On reste dans la période napoléonienne : après Du sang sur les dunes qui se déroulait du camp de Boulogne à la bataille d’Austerlitz en 1805, après Mort d’une Merveilleuse, situé sous le Directoire fin 1797, juste après la première campagne d’Italie, on est cette fois à l’été 1800, dans un petit patelin appelé Marengo… Je n’en dis pas plus, comme d’habitude il s’agit d’intrigues obscures et de meurtres mystérieux, en marge de la grande Histoire mais tout de même étroitement mêlés à celle-ci.

Et puis ce sera aussi l’occasion de revisiter ce chapitre haut en couleur de notre roman national. Le chapitre est riche à bien des plans, et truffé de questions non résolues. Exactement ce qu’il faut pour stimuler l’imagination.

Les deux casquettes du père Bugeaud

Tableau : assaut d'un couvent à Saragosse par l'armée française, 1809

Qui sait aujourd’hui, à part quelques historiens et passionnés, que le fameux maréchal Bugeaud, dont le nom est associé à la conquête de l’Algérie, avait aussi participé aux guerres napoléoniennes ? En particulier, il avait développé en Espagne les tactiques anti-guérilla qui allaient lui servir pour la répression de l’insurrection d’Abd-el-Kader.

Ce que je trouve intéressant, c’est que ce chapitre-là n’est pas abordé dans les débats sur l’opportunité de débaptiser l’avenue Bugeaud à Paris. Et pourtant il n’y a qu’une trentaine d’années entre le sanglant siège de Saragosse et les débuts de Bugeaud en Algérie. Ce n’est pas comme si l’un disparaissait dans les limbes tandis que l’autre était tout récent.

J’ai déjà dit ailleurs ce que je pensais du révisionnisme urbain en tant que tel. C’est un autre aspect de la question que j’évoque aujourd’hui.

Pourquoi certains crimes de guerre jouent-ils, de fait, un rôle plus que d’autres dans la mémoire qu’on se fabrique en France et ailleurs ? C’est une vraie question. Le fait que l’Espagne est à présent avec nous dans l’Union européenne doit jouer : les murs sont tombés, même si les Pyrénées sont toujours là. Et puis c’est une guerre que la France a perdue, alors le désir de s’en souvenir tend à ne pas être prioritaire. Autant demander où est Alésia…

Le ressentiment s’est-il vraiment dissipé ? En Espagne, en tout cas, on conserve très sérieusement le souvenir de cette guerre contre les Français qu’on appelle là-bas la guerre d’indépendance.

Mais il n’y a pas chez nous de mouvement pour réclamer de débaptiser l’avenue Bugeaud pour cela, ni les boulevard Soult, Masséna ou Murat.
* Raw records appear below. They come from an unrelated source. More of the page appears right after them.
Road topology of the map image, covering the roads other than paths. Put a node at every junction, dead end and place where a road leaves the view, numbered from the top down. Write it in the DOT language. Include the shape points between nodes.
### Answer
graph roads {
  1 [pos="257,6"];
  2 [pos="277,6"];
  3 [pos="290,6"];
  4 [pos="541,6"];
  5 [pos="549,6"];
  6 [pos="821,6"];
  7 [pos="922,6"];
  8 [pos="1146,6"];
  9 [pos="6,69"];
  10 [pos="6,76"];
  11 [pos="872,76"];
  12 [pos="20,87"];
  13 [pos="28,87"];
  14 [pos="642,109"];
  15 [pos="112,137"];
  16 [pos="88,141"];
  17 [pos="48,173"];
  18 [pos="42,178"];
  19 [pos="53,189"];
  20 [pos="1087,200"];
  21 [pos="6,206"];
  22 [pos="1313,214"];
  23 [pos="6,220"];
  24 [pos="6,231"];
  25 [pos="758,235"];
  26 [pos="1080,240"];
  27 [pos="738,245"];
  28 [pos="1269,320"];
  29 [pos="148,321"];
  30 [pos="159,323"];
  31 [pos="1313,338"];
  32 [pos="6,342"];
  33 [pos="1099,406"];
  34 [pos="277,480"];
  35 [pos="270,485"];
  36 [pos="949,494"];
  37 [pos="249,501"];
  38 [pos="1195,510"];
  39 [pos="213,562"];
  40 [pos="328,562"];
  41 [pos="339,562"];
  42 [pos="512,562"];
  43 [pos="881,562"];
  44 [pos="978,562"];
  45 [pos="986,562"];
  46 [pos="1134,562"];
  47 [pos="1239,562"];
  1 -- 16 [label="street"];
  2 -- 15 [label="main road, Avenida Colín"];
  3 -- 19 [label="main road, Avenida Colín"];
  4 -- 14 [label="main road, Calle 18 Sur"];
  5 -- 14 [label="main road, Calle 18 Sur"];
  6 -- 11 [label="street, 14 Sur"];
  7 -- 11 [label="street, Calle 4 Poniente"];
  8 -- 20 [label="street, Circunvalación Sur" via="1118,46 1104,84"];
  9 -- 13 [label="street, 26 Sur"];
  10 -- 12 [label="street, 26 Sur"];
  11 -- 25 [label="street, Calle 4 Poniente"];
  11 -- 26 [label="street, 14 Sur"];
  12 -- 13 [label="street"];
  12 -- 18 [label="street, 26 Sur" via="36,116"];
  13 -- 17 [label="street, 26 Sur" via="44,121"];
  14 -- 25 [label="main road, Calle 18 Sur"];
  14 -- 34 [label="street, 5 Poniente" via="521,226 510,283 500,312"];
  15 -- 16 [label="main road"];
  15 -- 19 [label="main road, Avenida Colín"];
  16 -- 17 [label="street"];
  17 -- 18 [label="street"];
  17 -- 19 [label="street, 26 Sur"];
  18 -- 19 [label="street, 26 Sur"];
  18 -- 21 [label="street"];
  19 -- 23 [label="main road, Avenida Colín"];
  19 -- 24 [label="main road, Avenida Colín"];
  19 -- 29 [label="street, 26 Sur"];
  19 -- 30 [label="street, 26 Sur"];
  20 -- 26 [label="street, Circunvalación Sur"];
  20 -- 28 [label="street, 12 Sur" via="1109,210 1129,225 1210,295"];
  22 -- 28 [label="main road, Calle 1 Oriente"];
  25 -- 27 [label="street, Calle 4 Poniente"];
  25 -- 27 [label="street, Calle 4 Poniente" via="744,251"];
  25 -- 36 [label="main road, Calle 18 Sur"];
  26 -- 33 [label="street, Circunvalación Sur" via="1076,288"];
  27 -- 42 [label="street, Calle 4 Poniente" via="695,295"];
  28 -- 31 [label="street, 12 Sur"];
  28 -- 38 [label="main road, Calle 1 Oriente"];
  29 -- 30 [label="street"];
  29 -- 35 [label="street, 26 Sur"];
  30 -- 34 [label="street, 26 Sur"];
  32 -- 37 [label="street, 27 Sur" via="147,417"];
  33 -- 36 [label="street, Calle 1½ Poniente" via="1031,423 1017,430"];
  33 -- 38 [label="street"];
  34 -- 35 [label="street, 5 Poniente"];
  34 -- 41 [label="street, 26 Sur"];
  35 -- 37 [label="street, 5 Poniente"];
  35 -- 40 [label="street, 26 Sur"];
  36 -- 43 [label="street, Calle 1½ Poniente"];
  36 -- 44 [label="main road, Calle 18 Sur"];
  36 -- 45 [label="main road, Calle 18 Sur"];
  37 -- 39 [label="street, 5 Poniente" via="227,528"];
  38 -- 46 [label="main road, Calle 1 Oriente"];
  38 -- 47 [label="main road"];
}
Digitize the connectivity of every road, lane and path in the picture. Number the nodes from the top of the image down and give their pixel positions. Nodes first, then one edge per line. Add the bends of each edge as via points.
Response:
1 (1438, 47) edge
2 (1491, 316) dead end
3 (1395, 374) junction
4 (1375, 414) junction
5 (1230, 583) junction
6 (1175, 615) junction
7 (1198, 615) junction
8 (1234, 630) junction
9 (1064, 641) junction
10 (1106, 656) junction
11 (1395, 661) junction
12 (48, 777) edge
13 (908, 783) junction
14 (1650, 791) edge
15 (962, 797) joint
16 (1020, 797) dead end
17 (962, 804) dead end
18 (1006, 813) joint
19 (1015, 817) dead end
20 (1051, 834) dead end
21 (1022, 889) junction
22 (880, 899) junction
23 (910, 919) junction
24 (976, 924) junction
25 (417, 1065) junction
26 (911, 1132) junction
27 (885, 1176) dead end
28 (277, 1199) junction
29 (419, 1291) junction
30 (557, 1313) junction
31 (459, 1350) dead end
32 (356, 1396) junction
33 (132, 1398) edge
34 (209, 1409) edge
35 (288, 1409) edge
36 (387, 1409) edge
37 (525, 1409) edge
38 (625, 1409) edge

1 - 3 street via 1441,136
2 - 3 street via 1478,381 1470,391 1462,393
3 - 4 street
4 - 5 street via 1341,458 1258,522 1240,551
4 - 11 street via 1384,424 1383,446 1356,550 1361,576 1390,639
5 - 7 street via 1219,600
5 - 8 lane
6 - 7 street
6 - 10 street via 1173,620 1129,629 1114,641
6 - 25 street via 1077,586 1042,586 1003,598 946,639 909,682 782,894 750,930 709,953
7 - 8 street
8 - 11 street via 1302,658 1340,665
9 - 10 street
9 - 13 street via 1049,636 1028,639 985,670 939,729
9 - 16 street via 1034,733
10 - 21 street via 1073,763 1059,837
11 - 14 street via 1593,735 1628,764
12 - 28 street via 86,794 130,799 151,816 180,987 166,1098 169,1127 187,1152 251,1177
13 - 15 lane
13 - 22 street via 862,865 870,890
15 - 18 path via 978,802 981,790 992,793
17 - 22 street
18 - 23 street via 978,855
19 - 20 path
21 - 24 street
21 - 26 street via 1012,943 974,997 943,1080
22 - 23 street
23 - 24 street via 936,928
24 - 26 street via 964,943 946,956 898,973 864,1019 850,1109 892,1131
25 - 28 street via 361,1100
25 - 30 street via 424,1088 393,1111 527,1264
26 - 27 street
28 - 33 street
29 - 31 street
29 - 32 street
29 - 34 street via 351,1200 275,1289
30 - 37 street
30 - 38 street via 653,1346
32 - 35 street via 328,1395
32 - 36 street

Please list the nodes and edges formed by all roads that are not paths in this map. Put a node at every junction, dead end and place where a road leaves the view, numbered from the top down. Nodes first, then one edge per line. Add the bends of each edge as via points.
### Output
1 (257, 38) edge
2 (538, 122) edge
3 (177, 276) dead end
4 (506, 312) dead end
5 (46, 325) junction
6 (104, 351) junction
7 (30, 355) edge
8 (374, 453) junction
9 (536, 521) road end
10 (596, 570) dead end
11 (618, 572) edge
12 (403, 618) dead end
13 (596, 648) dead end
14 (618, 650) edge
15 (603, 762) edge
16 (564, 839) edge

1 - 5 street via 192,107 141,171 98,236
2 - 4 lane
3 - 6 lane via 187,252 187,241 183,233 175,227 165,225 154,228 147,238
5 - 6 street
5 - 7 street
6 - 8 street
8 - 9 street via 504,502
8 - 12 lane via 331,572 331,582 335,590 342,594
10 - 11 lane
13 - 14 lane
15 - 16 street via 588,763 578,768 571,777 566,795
Les rapines de Soult dans la Péninsule, la répression du soulèvement de Madrid par Murat (les fameux Dos et Tres de Mayo immortalisés par Goya), les meurtres et les viols, tout cela semble bien loin. On se souvient aussi un peu chez nous de la férocité qui régnait également dans la guérilla, qui n’était pas composée, certes, d’enfants de chœur. Mais cela ne fait pas débat à la façon dont la conquête de l’Algérie agite les passions.

On semble oublier que la France avait bel et bien tenté de coloniser l’Europe. Tout se passe comme si cette colonisation-là ne comptait pas. Comme si c’était moins grave de massacrer des gens du même continent ou de la même couleur de peau.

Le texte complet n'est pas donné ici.